David Rochester’s latest post addresses the taunting he was subjected to as a teenager. It makes for a compelling story and I empathize completely since I had my own dramatic struggles there too. No matter what, adolescence comes with plenty of challenges for everyone and we all go through that phase of finding our own identity with a certain degree of discomfort. Less for some, a great deal more for others.
It’s true that David’s story is an unusual one, but equally true that kids will find anything to hurt and humiliate whoever they consider different or an outcast. In my case, the fact that I was the new kid in class with every school year was reason enough to single me out and torment me. I was overly sensitive and prone to tears which didn’t help either, because once they picked up on that, kids enjoyed tauting me even more knowing they’d get a reaction.

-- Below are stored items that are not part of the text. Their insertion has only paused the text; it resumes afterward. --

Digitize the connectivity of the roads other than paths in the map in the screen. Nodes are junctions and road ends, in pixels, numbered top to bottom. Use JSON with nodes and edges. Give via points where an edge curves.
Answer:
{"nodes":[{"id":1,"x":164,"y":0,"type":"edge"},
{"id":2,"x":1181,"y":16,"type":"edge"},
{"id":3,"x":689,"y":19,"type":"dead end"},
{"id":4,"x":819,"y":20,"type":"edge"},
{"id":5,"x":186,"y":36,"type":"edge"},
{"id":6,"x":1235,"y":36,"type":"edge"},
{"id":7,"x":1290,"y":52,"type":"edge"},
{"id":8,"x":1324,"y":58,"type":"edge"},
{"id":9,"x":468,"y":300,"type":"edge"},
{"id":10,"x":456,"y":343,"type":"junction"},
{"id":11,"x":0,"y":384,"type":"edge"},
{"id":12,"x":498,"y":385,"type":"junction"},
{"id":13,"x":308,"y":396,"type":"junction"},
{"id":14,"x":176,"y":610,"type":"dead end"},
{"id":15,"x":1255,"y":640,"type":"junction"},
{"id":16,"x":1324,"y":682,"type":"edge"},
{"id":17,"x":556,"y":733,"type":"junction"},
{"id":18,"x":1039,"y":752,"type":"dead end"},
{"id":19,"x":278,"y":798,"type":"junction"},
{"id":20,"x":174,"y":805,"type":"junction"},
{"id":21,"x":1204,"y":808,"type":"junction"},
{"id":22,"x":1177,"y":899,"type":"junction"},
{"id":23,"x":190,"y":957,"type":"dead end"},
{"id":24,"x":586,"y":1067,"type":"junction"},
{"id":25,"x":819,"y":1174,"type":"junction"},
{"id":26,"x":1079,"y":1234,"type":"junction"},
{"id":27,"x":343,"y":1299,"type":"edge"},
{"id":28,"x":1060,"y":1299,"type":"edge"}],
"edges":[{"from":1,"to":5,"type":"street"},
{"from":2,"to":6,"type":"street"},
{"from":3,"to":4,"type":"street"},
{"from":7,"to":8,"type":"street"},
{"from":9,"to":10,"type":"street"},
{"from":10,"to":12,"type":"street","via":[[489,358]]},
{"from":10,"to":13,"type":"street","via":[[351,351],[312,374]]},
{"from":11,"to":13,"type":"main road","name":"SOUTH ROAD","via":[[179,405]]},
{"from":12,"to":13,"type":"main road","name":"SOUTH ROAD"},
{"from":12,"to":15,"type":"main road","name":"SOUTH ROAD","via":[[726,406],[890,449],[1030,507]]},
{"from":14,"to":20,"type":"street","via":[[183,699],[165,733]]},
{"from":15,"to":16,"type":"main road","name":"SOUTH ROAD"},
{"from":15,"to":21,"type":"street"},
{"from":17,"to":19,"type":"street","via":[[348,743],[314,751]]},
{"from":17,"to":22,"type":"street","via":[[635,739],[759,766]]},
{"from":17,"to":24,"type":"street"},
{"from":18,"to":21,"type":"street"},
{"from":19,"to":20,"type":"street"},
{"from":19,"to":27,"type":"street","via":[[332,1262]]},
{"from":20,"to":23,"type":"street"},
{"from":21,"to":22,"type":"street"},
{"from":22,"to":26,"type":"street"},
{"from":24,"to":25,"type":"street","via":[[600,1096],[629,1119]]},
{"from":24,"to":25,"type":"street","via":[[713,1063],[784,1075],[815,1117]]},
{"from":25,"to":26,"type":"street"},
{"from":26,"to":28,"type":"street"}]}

It got really scary when, at ages thirteen and fourteen, in two separate schools, girl gangs had decided to make me the object of their bullying. I never got to know why exactly. Maybe I looked too innocent and “pure” for their liking. Maybe I was too good in class. Maybe they though I had a funny accent. In any case, what they were threatening me with was serious. Whether they actually intended to follow through on their threats and do me bodily harm or not hardly matters. They had me running scared and looking for ways to convince them I wasn’t a good target after all. The result of that was incredibly destructive and much worse than the threats themselves could ever be, since in my effort to change my image to that of a “tough” and potentially dangerous kid so they’d leave me in peace, I went way further than I had originally intended, and pretty soon that persona took on a life all it’s own.
To this day I can’t believe some of the things I felt compelled to do all in the name of finding social acceptance. Soul destroying stuff. But then, nobody ever dared bother me again after that. Maybe someday I’ll find a way to forgive the bullies, but more importantly, it’ll be good when I can finally and completely forgive myself.